ImageNette/Woof Leaderboards - guidelines for proving new high scores?

It gives better results, but it contains more parameters. I’m not sure if we should change base model in fast.ai.

1 Like

I guess the difference is small anyway, it’s just unfortunate that our results aren’t consistent. But we can keep them in separate spaces for now.

1 Like

1 - I would vote we go with whatever works best re; [c_in,32,64,64].
That’s the whole goal of Fastai right, what works best is what we use? The problem of course is now that would disrupt all the baselines for the LB, though at this point it seems the LB is off anyway due to the GPU issue.

2 - Side note but the name Over9000 is highly confusing to me. Since Over9000, it’s Ranger+Lars, can we refer to it as RangerLars or Ranger2 or something? That ways it is clearer what it is?
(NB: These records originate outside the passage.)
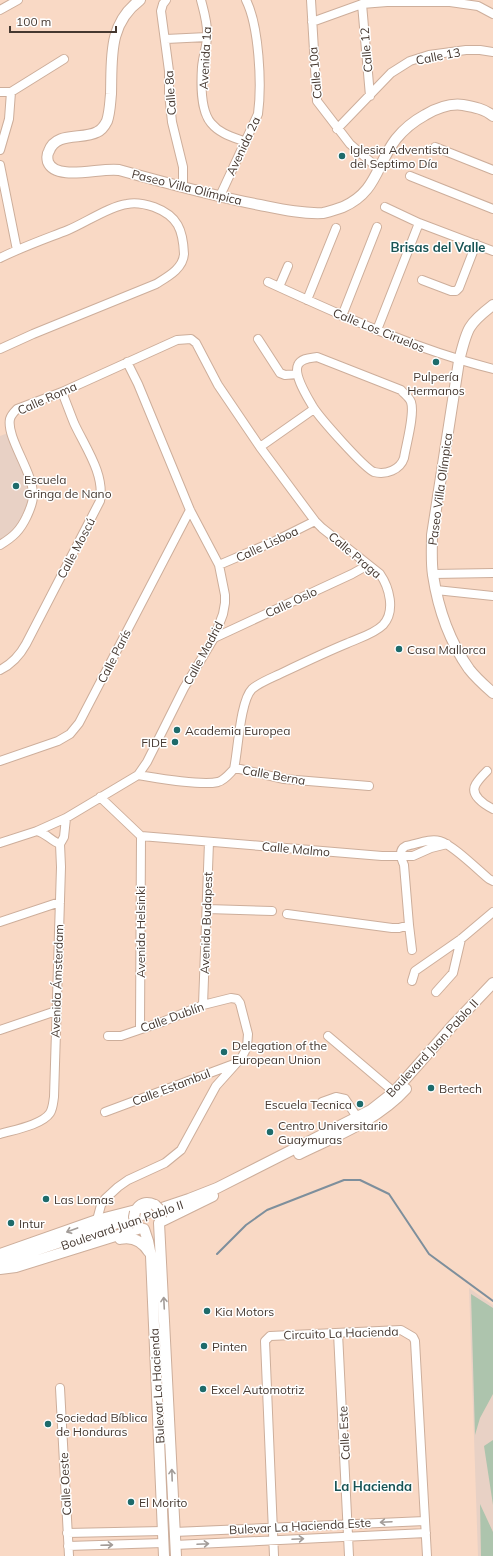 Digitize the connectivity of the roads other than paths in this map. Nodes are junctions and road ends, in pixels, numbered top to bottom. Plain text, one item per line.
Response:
1 (18, 0) edge
2 (140, 0) edge
3 (166, 0) edge
4 (201, 0) edge
5 (246, 0) edge
6 (311, 0) edge
7 (362, 4) junction
8 (0, 10) edge
9 (493, 14) edge
10 (312, 22) junction
11 (207, 37) junction
12 (166, 39) junction
13 (493, 52) edge
14 (64, 59) dead end
15 (0, 92) edge
16 (11, 92) junction
17 (370, 96) junction
18 (493, 116) edge
19 (337, 129) junction
20 (246, 142) junction
21 (435, 148) dead end
22 (0, 150) edge
23 (0, 165) edge
24 (380, 167) junction
25 (493, 170) edge
26 (410, 176) dead end
27 (183, 187) junction
28 (220, 196) junction
29 (385, 207) dead end
30 (493, 209) edge
31 (419, 223) junction
32 (377, 227) dead end
33 (336, 228) dead end
34 (476, 244) junction
35 (17, 250) junction
36 (493, 251) edge
37 (0, 258) edge
38 (288, 266) dead end
39 (422, 280) dead end
40 (268, 282) dead end
41 (279, 287) junction
42 (307, 300) junction
43 (493, 305) edge
44 (342, 316) junction
45 (376, 330) junction
46 (258, 339) dead end
47 (196, 343) joint
48 (0, 349) edge
49 (459, 360) junction
50 (127, 362) junction
51 (493, 369) edge
52 (297, 374) junction
53 (62, 392) junction
54 (314, 408) junction
55 (260, 446) junction
56 (190, 510) junction
57 (315, 521) junction
58 (0, 545) edge
59 (219, 565) junction
60 (368, 565) junction
61 (493, 573) edge
62 (433, 574) junction
63 (436, 590) junction
64 (493, 596) edge
65 (214, 638) junction
66 (0, 670) edge
67 (493, 693) edge
68 (0, 761) edge
69 (234, 769) junction
70 (487, 771) dead end
71 (138, 775) junction
72 (369, 786) dead end
73 (100, 797) junction
74 (493, 809) edge
75 (66, 818) junction
76 (37, 831) junction
77 (141, 836) junction
78 (0, 842) edge
79 (209, 842) junction
80 (60, 844) junction
81 (447, 844) junction
82 (400, 856) junction
83 (493, 881) edge
84 (60, 902) junction
85 (207, 909) junction
86 (272, 911) dead end
87 (493, 912) edge
88 (287, 914) dead end
89 (0, 922) edge
90 (409, 924) junction
91 (461, 939) junction
92 (412, 950) dead end
93 (412, 981) dead end
94 (493, 983) edge
95 (436, 992) dead end
96 (493, 993) edge
97 (203, 1005) junction
98 (56, 1011) junction
99 (140, 1029) junction
100 (0, 1030) edge
101 (108, 1036) dead end
102 (328, 1036) dead end
103 (236, 1063) junction
104 (394, 1092) junction
105 (322, 1102) dead end
106 (105, 1112) dead end
107 (357, 1117) junction
108 (0, 1134) edge
109 (242, 1179) junction
110 (154, 1204) junction
111 (135, 1210) junction
112 (97, 1220) junction
113 (160, 1221) junction
114 (141, 1228) junction
115 (78, 1247) junction
116 (0, 1254) edge
117 (151, 1256) junction
118 (0, 1261) edge
119 (0, 1268) edge
120 (338, 1333) junction
121 (60, 1388) dead end
122 (162, 1511) junction
123 (425, 1521) junction
124 (348, 1524) junction
125 (273, 1528) junction
126 (163, 1531) junction
127 (174, 1532) junction
128 (67, 1533) junction
129 (426, 1533) junction
130 (348, 1537) junction
131 (273, 1540) junction
132 (163, 1543) junction
133 (175, 1545) junction
134 (68, 1546) junction
135 (69, 1556) edge
136 (164, 1556) edge
137 (176, 1556) edge
138 (274, 1556) edge
139 (349, 1556) edge
140 (427, 1556) edge

1 - 8 street
2 - 27 main road, Paseo Villa Olímpica
3 - 12 street, Calle 8a
4 - 11 street, Avenida 1a
5 - 20 street, Avenida 2a
6 - 10 street, Calle 10a
7 - 9 street
7 - 10 street
7 - 17 street, Calle 12
10 - 19 street, Calle 10a
11 - 12 street
11 - 20 street, Avenida 1a
12 - 27 street, Calle 8a
13 - 17 street, Calle 13
14 - 16 street
15 - 16 street
16 - 22 street
17 - 19 street, Calle 13
18 - 24 main road, Paseo Villa Olímpica
19 - 24 street, Calle 10a
20 - 28 street, Avenida 2a
21 - 25 street
23 - 35 street
24 - 28 main road, Paseo Villa Olímpica
26 - 30 street
27 - 28 main road, Paseo Villa Olímpica
29 - 31 street
31 - 34 street
31 - 45 street
32 - 44 street
33 - 42 street
34 - 36 street
34 - 39 street
35 - 37 street
35 - 48 street
38 - 41 street
40 - 41 street, Calle Los Ciruelos
41 - 42 street, Calle Los Ciruelos
42 - 44 street, Calle Los Ciruelos
43 - 49 main road, Paseo Villa Olímpica
44 - 45 street, Calle Los Ciruelos
45 - 49 street, Calle Los Ciruelos
46 - 52 street
47 - 50 street, Calle Roma
47 - 55 street, Calle Praga
49 - 51 street, Calle Los Ciruelos
49 - 62 main road, Paseo Villa Olímpica
50 - 53 street, Calle Roma
50 - 56 street, Calle Madrid
52 - 54 street
52 - 54 street
53 - 58 street, Calle Roma
53 - 66 street, Calle Moscú
54 - 55 street
55 - 57 street, Calle Praga
56 - 59 street, Calle Madrid
56 - 68 street, Calle París
57 - 59 street, Calle Lisboa
57 - 60 street, Calle Praga
59 - 65 street, Calle Madrid
60 - 65 street, Calle Oslo
60 - 69 street, Calle Praga
61 - 62 street
62 - 63 main road, Paseo Villa Olímpica
63 - 64 street
63 - 67 main road, Paseo Villa Olímpica
65 - 71 street, Calle Madrid
69 - 71 street, Calle Berna
69 - 72 street, Calle Berna
70 - 74 street
71 - 73 street, Calle Madrid
73 - 75 street, Calle Madrid
73 - 77 street
75 - 76 street, Calle Madrid
75 - 80 street, Avenida Ámsterdam
76 - 78 street, Calle Madrid
76 - 80 street
77 - 79 street, Calle Malmo
77 - 99 street, Avenida Helsinki
79 - 82 street, Calle Malmo
79 - 85 street, Avenida Budapest
80 - 84 street, Avenida Ámsterdam
81 - 82 street, Calle Malmo
81 - 82 street
81 - 83 street
82 - 90 street
84 - 89 street
84 - 98 street, Avenida Ámsterdam
85 - 86 street
85 - 97 street, Avenida Budapest
87 - 91 street
88 - 90 street
90 - 92 street
91 - 93 street
91 - 95 street
94 - 104 main road, Boulevard Juan Pablo II
96 - 109 main road, Boulevard Juan Pablo II
97 - 99 street, Calle Dublín
97 - 103 street, Calle Dublín
98 - 100 street
98 - 108 street, Avenida Ámsterdam
99 - 101 street, Calle Dublín
102 - 104 street
103 - 106 street, Calle Estambul
103 - 112 street
104 - 107 main road, Boulevard Juan Pablo II
105 - 107 street
107 - 109 main road, Boulevard Juan Pablo II
109 - 110 main road, Boulevard Juan Pablo II
109 - 113 main road, Boulevard Juan Pablo II
109 - 118 main road, Boulevard Juan Pablo II
109 - 119 main road, Boulevard Juan Pablo II
110 - 111 main road
110 - 113 main road, bridge
111 - 112 main road, Boulevard Juan Pablo II
111 - 114 main road, bridge
112 -> 116 main road, Boulevard Juan Pablo II
113 - 114 main road
127 -> 113 main road
114 - 115 main road, Boulevard Juan Pablo II
114 - 117 main road, Bulevar La Hacienda
115 - 117 main road
115 - 119 main road, Boulevard Juan Pablo II
117 - 122 main road, Bulevar La Hacienda
120 - 123 street, Circuito La Hacienda
120 - 124 street, Calle Este
120 - 125 street, Circuito La Hacienda
121 - 128 street, Calle Oeste
122 - 126 main road, Bulevar La Hacienda
122 - 133 main road
123 -> 124 street, Bulevar La Hacienda Este
123 - 129 street, Circuito La Hacienda
124 - 125 street, Bulevar La Hacienda Este
124 - 130 street, Calle Este
125 - 127 street, Bulevar La Hacienda Este
125 - 131 street, Circuito La Hacienda
126 - 128 street
126 - 132 main road, Bulevar La Hacienda
127 - 133 main road
128 - 134 street, Calle Oeste
129 - 130 street, Bulevar La Hacienda Este
129 - 140 street, Circuito La Hacienda
131 -> 130 street, Bulevar La Hacienda Este
130 - 139 street, Calle Este
133 -> 131 street, Bulevar La Hacienda Este
131 - 138 street, Circuito La Hacienda
134 -> 132 street
132 - 136 main road, Bulevar La Hacienda
133 - 137 main road
134 - 135 street, Calle Oeste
(@grankin - this is your decision since you added Lars in :slight_smile: I’d like to update my article to promote your improvement since this is achieving the best scores for 5 epochs, and I think RangerLars or Ranger2 or even RangerPlus is much clearer for people).
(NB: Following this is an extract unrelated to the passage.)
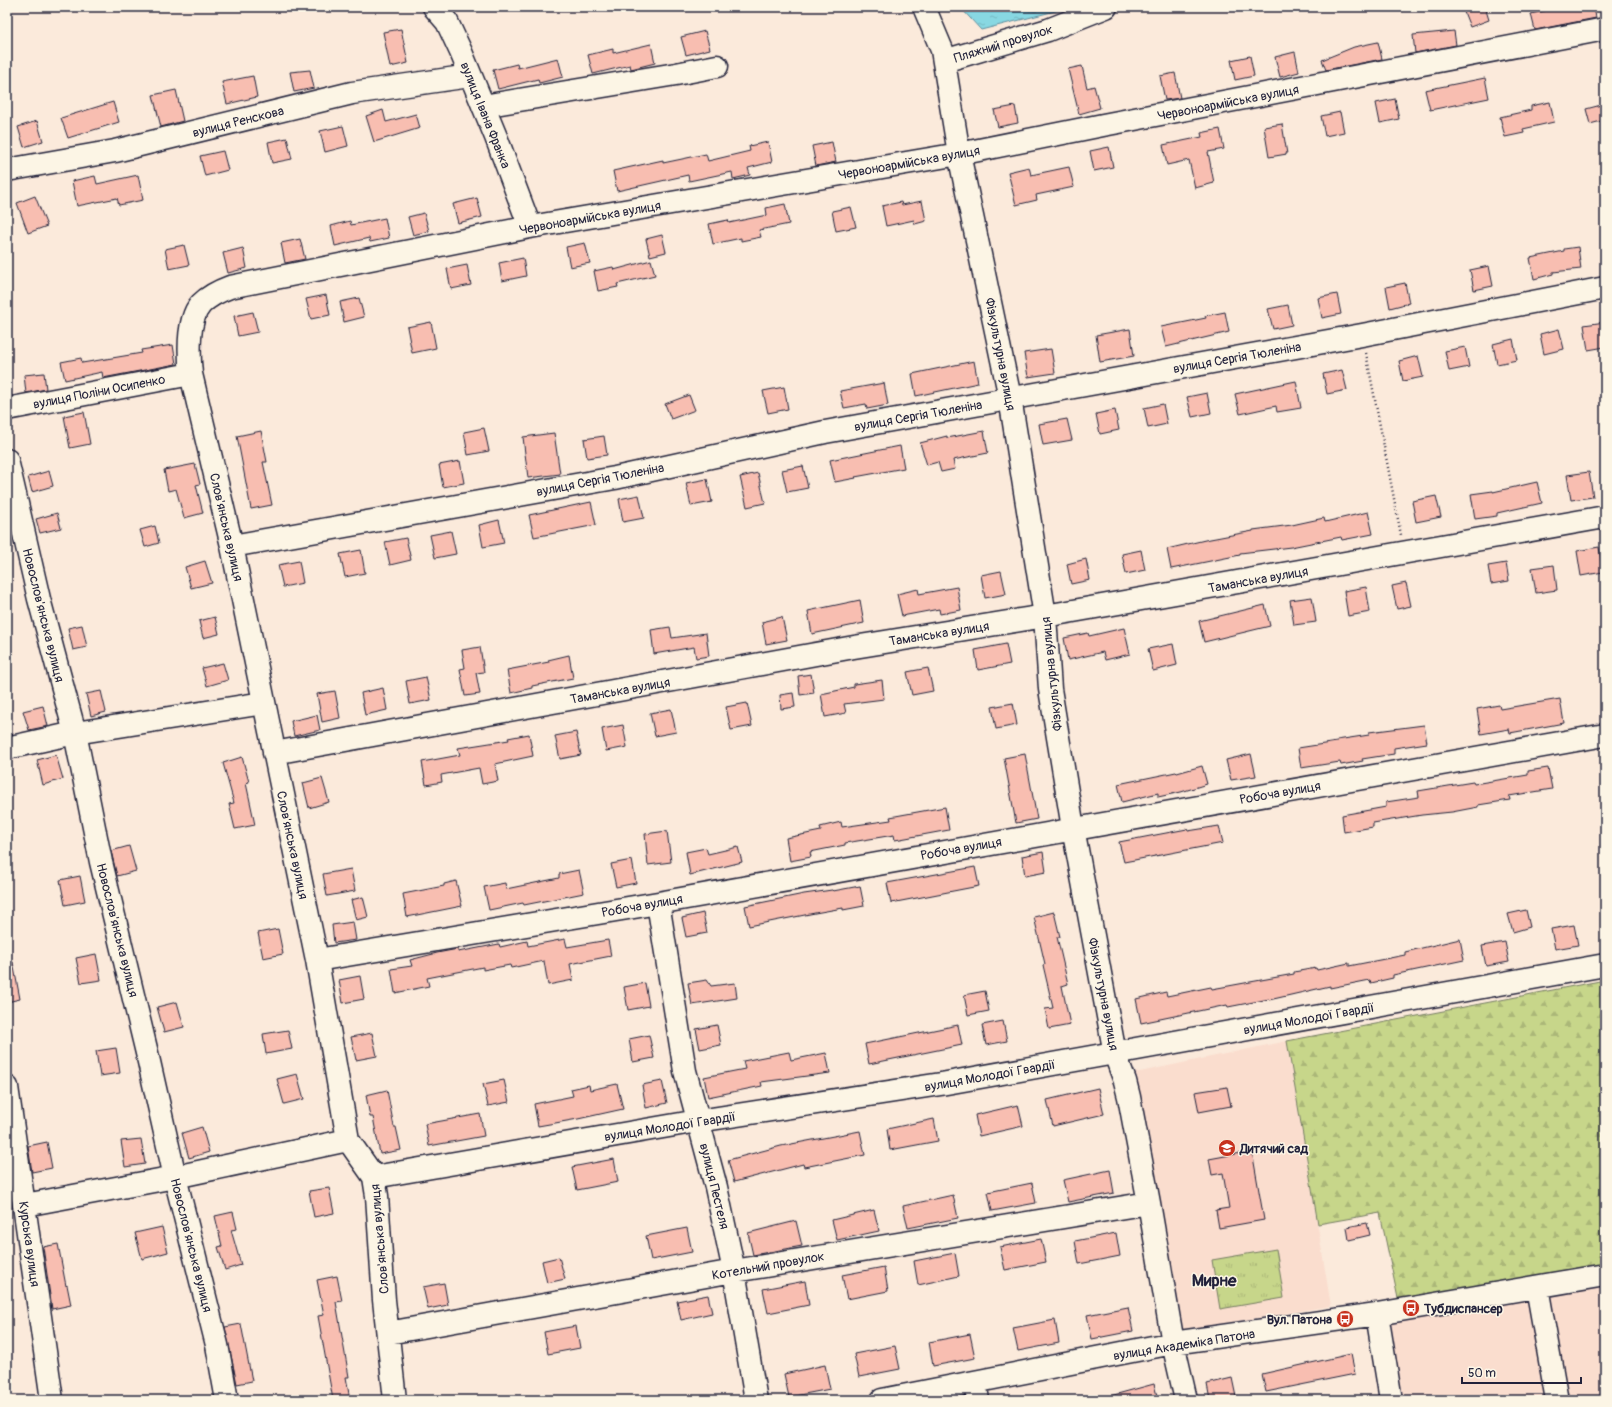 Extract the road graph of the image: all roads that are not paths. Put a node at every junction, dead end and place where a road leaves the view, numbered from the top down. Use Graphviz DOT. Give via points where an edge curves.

I’m running 20 epoch testing now. I’m also going to run Novograd with one change per the paper (.95, .98 for momentum and alpha).

1 Like

I’m running 2 runs each of 80 epochs for both baseline and over9000 on Imagenette.

1 Like

Excellent, thanks @Seb. I was thinking that 80 is likely the best test since for production systems, we really care about where it ends up and not say how fast it gets to 5 or 10 or whatever.
The negative is that 80 epoch testing for people like me using paid servers get’s expensive fast. But again it’s more likely that’s the best judge of results.

More parameters = more FLOPS. It may work worse given same FLOPS budget.
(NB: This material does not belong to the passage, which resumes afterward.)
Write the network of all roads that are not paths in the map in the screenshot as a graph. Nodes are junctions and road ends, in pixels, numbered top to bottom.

It wasn’t really my idea to combine all three improvements. It’s Federico Andres Lois (https://twitter.com/federicolois) suggested that. He combined LARS with RAdam before and named his hybrid Ralamb. Please, give all credit in your article to him. I don’t mind changing name if you think that will make things less confusing.

1 Like

Hi @grankin - thanks for the info!
1 - You definitely get credit for proving the flat+anneal learning rate innovation, and for coding it up! Thus, I’ll update the article and give both you and Federico credit.

2 - I think it’s clearer to name it “RangerLars”… I had also made RangerNovo (Ranger+Novograd) already so it keeps with a similar naming scheme. Thanks for the flex on the name change - I think it will help people understand what it is much more quickly this way.

3 - I’m testing the 20 epochs and RangerLars has cleanly beat the old leaderboard at least:
6 epochs (5+1 was my thinking) = 79.8, 80.40, 80.6, 80.6, 80.6, 81.60
Results: 80.60 / stdev .58
I re-ran Adam under the cosine anneal (i.e. same exact setup as here) and got 78.60 as a quick check.

So RangerLars beats old leaderboard and quick Adam sanity check for Woof 20 epoch by 2.0-2.2%.

1 Like

Just realized that RAdam + LARS + LookAHead is 40% slower than Adam. Can you confirm? If so, the 5 epoch results are not very useful… Ran into the same issue with SimpleSelfAttention.

1 Like

I’ve got the following averages per epoch (1 GPU):
adam = 20 seconds
novograd = 23 seconds
rangernovo = 23-24 seconds
rangerlars = 32-33 seconds

However, someone just posted on my github that Ranger was not keeping the slow weights on the GPU but rather the CPU and that might be the reason for the lower performance. I had thought that FastAI would move everything to GPU but this might be the change in perf.

Pablo Pernias posted:
" Are you by any chance creating your Ranger optimizer before moving your model to CUDA?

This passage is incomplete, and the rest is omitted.